Just, you know, like the stance and dress?

26 thoughts on “D’ye think the man might enjoy posing as a cleric?”

  1. The CofE refused to have him. Not sure where he got in, in the end. Too right wing for the modern Church

    Mind you I knew a chap who was turned down because he was too holy. He went off to be a monk instead.

  2. I was reading a piece about how men’s clothes styles changed over the centuries. That style of dress went out in the C14th. You’d think the church would at least be up to doublet & hose by now.
    Because that’s all these dressing conventions are. Styles of dress change over time, but sometimes, for some reason, a particular activity get fixed with a particular period. Like the business suit, shirt & tie convention got fixed in the early C20th. Before that styles changed.

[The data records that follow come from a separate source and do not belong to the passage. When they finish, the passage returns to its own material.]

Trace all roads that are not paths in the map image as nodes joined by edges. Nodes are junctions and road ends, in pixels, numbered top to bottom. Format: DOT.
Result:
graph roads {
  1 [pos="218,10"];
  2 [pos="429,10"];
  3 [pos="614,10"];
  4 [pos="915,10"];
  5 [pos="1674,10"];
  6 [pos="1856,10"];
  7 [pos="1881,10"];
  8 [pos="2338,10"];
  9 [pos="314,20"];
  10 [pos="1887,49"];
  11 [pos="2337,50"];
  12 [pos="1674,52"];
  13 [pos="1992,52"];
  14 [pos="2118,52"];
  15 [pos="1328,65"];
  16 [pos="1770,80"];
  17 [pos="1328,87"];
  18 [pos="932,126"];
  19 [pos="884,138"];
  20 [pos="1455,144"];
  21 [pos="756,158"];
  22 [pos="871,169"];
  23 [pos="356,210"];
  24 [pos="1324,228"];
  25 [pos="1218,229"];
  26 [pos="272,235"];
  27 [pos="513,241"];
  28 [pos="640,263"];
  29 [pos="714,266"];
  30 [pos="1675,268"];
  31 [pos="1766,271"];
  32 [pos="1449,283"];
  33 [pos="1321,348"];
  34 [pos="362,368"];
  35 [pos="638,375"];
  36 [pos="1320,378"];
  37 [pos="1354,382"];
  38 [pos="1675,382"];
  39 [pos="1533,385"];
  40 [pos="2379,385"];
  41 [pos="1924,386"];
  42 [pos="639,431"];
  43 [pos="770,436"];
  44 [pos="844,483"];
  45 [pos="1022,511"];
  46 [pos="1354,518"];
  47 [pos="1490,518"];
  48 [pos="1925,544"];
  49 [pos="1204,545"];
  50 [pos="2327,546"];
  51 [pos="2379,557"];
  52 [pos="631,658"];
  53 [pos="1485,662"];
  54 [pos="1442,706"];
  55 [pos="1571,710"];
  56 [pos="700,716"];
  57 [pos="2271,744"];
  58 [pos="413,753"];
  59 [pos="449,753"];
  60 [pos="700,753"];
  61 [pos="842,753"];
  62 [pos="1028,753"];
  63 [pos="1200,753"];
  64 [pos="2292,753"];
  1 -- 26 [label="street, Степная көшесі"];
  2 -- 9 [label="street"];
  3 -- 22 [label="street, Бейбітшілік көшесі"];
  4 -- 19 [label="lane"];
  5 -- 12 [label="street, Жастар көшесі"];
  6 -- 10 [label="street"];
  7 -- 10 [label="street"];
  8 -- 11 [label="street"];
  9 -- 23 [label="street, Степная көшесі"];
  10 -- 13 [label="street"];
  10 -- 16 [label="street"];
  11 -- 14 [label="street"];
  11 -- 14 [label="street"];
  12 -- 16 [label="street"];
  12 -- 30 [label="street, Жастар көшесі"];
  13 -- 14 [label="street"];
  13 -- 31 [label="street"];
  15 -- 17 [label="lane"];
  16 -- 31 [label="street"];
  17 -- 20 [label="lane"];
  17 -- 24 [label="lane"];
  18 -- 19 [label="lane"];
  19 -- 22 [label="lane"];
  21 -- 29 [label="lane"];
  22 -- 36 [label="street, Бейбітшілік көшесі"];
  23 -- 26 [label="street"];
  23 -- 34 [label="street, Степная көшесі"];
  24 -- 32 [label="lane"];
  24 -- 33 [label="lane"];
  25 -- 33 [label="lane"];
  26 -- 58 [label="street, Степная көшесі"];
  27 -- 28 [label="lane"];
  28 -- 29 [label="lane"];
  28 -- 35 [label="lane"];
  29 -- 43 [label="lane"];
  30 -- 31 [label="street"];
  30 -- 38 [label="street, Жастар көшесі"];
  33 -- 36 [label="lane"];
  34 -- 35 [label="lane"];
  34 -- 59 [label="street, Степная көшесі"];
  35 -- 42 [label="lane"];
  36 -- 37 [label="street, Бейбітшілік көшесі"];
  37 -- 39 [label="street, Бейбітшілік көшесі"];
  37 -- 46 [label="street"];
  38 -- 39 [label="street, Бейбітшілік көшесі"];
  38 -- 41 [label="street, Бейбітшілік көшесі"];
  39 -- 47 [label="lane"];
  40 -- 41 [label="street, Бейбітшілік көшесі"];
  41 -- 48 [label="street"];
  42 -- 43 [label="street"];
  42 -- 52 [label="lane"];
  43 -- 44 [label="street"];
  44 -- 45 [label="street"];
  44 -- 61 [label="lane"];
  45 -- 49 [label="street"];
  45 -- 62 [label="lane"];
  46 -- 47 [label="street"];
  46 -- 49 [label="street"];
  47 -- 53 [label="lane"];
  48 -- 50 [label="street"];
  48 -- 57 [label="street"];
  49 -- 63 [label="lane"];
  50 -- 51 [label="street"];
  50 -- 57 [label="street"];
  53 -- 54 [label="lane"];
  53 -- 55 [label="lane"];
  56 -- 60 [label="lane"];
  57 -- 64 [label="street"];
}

Or certain army uniforms fixed at the Napoleonic era.

  3. I wonder what current styles will end up being a fixed convention in the future? “Ah, here he comes in his ceremonial Puffa jacket, slimfit trousers & trainers”

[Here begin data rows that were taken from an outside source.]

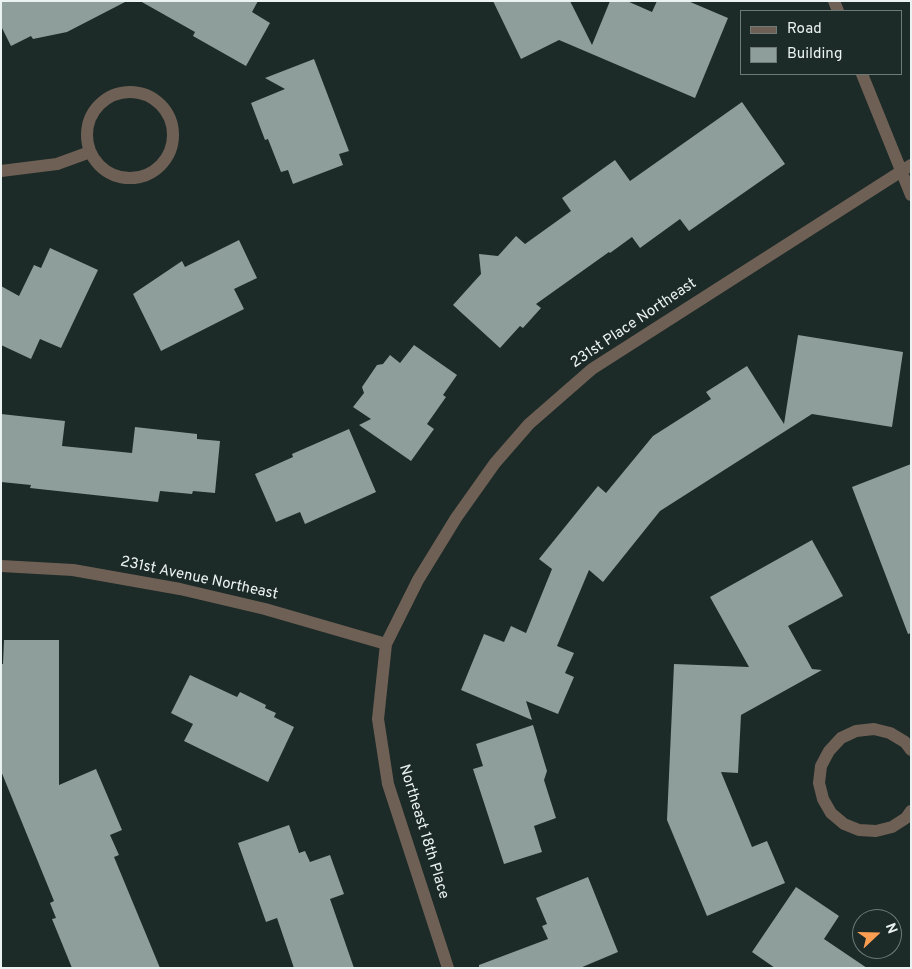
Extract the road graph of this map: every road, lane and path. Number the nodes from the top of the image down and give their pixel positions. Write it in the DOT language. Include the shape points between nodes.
graph roads {
  1 [pos="862,75"];
  2 [pos="90,152"];
  3 [pos="906,168"];
  4 [pos="1,170"];
  5 [pos="911,195"];
  6 [pos="1,566"];
  7 [pos="386,644"];
  8 [pos="911,750"];
  9 [pos="911,811"];
  10 [pos="448,968"];
  1 -- 3 [label="street"];
  2 -- 2 [label="street" via="110,174 125,178 154,172 172,148 174,132 170,118 162,105 150,96 136,91 121,92 96,108 89,122"];
  2 -- 4 [label="street" via="57,164"];
  3 -- 5 [label="street"];
  3 -- 7 [label="street, 231st Place Northeast" via="592,369 528,424 456,518 418,580"];
  6 -- 7 [label="street, 231st Avenue Northeast" via="73,570 180,590 265,609"];
  7 -- 10 [label="street, Northeast 18th Place" via="378,719 388,784"];
  8 -- 9 [label="street" via="890,733 874,729 856,731 841,738 829,751 821,766 820,783 823,799 831,813 844,824 859,830 876,831 892,827"];
}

  4. He’s in the Free Church of England, summat like that. “The Free Church of England was founded principally by Evangelical or Low Church clergy and congregations in response to what were perceived as attempts (inspired by the Oxford Movement) to re-introduce medieval Roman Catholic dogmas and practices into the Church of England, England’s established church. The first congregation was formed by the Revd. James Shore at St John’s Church Bridgetown, Totnes, Devon, in 1844.”

  5. “The first congregation was formed by the Revd. James Shore at St John’s Church Bridgetown, Totnes, Devon, in 1844.”

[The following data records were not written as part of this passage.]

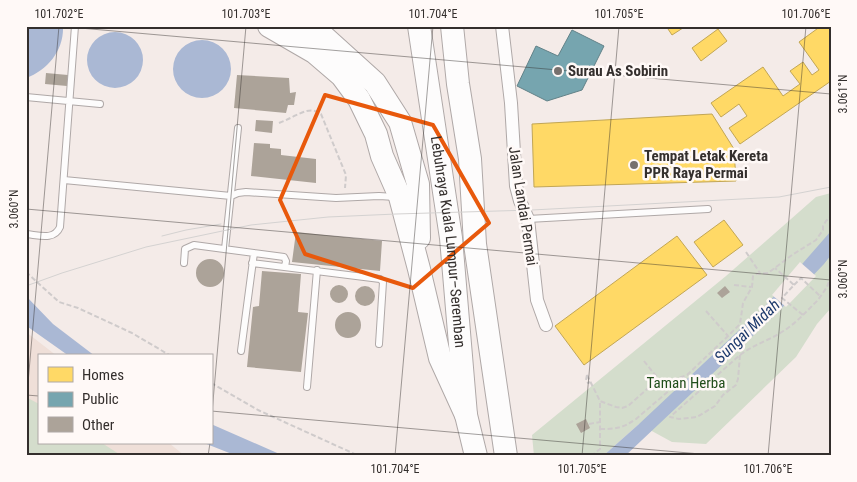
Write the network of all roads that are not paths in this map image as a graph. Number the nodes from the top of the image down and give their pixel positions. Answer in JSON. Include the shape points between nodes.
{"nodes":[{"id":1,"x":75,"y":26,"type":"edge"},
{"id":2,"x":269,"y":26,"type":"edge"},
{"id":3,"x":419,"y":26,"type":"edge"},
{"id":4,"x":452,"y":26,"type":"edge"},
{"id":5,"x":461,"y":26,"type":"edge"},
{"id":6,"x":502,"y":26,"type":"edge"},
{"id":7,"x":314,"y":31,"type":"edge"},
{"id":8,"x":458,"y":84,"type":"junction"},
{"id":9,"x":26,"y":97,"type":"edge"},
{"id":10,"x":69,"y":101,"type":"junction"},
{"id":11,"x":100,"y":104,"type":"dead end"},
{"id":12,"x":238,"y":128,"type":"dead end"},
{"id":13,"x":64,"y":180,"type":"junction"},
{"id":14,"x":231,"y":196,"type":"junction"},
{"id":15,"x":400,"y":197,"type":"junction"},
{"id":16,"x":708,"y":210,"type":"dead end"},
{"id":17,"x":528,"y":219,"type":"junction"},
{"id":18,"x":26,"y":234,"type":"edge"},
{"id":19,"x":225,"y":249,"type":"junction"},
{"id":20,"x":254,"y":253,"type":"junction"},
{"id":21,"x":184,"y":263,"type":"dead end"},
{"id":22,"x":252,"y":263,"type":"junction"},
{"id":23,"x":285,"y":267,"type":"junction"},
{"id":24,"x":419,"y":269,"type":"junction"},
{"id":25,"x":317,"y":270,"type":"junction"},
{"id":26,"x":546,"y":325,"type":"dead end"},
{"id":27,"x":378,"y":344,"type":"dead end"},
{"id":28,"x":241,"y":352,"type":"dead end"},
{"id":29,"x":307,"y":388,"type":"dead end"},
{"id":30,"x":466,"y":415,"type":"junction"},
{"id":31,"x":476,"y":456,"type":"edge"},
{"id":32,"x":506,"y":456,"type":"edge"}],
"edges":[{"from":1,"to":10,"type":"lane"},
{"from":2,"to":15,"type":"highway","via":[[314,52],[342,76],[359,99],[372,126]]},
{"from":3,"to":30,"type":"highway","name":"Lebuhraya Kuala Lumpur–Seremban","via":[[452,238]]},
{"from":4,"to":8,"type":"highway","name":"Lebuhraya Kuala Lumpur–Seremban"},
{"from":5,"to":8,"type":"highway"},
{"from":6,"to":17,"type":"street","name":"Jalan Landai Permai","via":[[516,186]]},
{"from":7,"to":24,"type":"highway","via":[[376,83],[400,122],[418,184]]},
{"from":8,"to":32,"type":"highway","name":"Lebuhraya Kuala Lumpur–Seremban","via":[[470,159],[475,244]]},
{"from":9,"to":10,"type":"lane"},
{"from":10,"to":11,"type":"lane"},
{"from":10,"to":13,"type":"lane"},
{"from":12,"to":14,"type":"lane"},
{"from":13,"to":14,"type":"lane"},
{"from":13,"to":18,"type":"lane","via":[[58,231],[48,236]]},
{"from":14,"to":15,"type":"lane","via":[[246,192],[336,198]]},
{"from":14,"to":19,"type":"lane"},
{"from":15,"to":24,"type":"highway"},
{"from":16,"to":17,"type":"lane"},
{"from":17,"to":26,"type":"street","name":"Jalan Landai Permai","via":[[537,300]]},
{"from":19,"to":20,"type":"lane"},
{"from":19,"to":21,"type":"lane","via":[[189,247],[185,249]]},
{"from":20,"to":22,"type":"lane"},
{"from":20,"to":23,"type":"lane","via":[[284,257]]},
{"from":22,"to":23,"type":"lane"},
{"from":22,"to":28,"type":"lane"},
{"from":23,"to":25,"type":"lane"},
{"from":24,"to":30,"type":"highway","via":[[440,358]]},
{"from":25,"to":27,"type":"lane","via":[[380,278],[383,282]]},
{"from":25,"to":29,"type":"lane"},
{"from":30,"to":31,"type":"highway","name":"Lebuhraya Kuala Lumpur–Seremban"}]}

    Totnes is usually described as “the place settled by all the hippies who thought Glastonbury was too commercial”. I see it has a longer history of lunacy than that.

  6. Too right wing for the modern Church

    Otto, I’m fairly sure Jesus Christ’s politics haven’t changed.

    So it’s the “church” that’s wrong, intit. Our splendidly Afro’d friend is correct.

  7. “I’m fairly sure Jesus Christ’s politics haven’t changed.”

    Apart from his profound dislike for the Pharisees I’m not sure his politics played a large part in the Gospels. I admit my memory may be at fault. “Render unto Caesar …” doesn’t sound like a call to arms.

    I dare say he took a dim view of Herod Antipasta, or whatever his name was, for having murdered John the B, so I suppose that is politics though it might also be viewed as a family vendetta if the aforesaid John was a cousin (as some do say).

  8. BiP – Apart from his profound dislike for the Pharisees

    Extremely based

    I’m not sure his politics played a large part in the Gospels.

    It’s possible we mean different things by “politics”. I don’t know where Our Lord stands on banning single use disposable vapes or the ERM, but I do know what he told us about the important issues.

    I admit my memory may be at fault. “Render unto Caesar …” doesn’t sound like a call to arms.

    But render unto Caesar is a very clever political statement, especially when said Pharisees are peppering you with gotcha questions in the hope of getting you murdered.

    We should render unto Caesar what is his. But what is Caesar’s? He wasn’t merely talking about a coin, you know. What is legitimate secular authority and what do we owe them?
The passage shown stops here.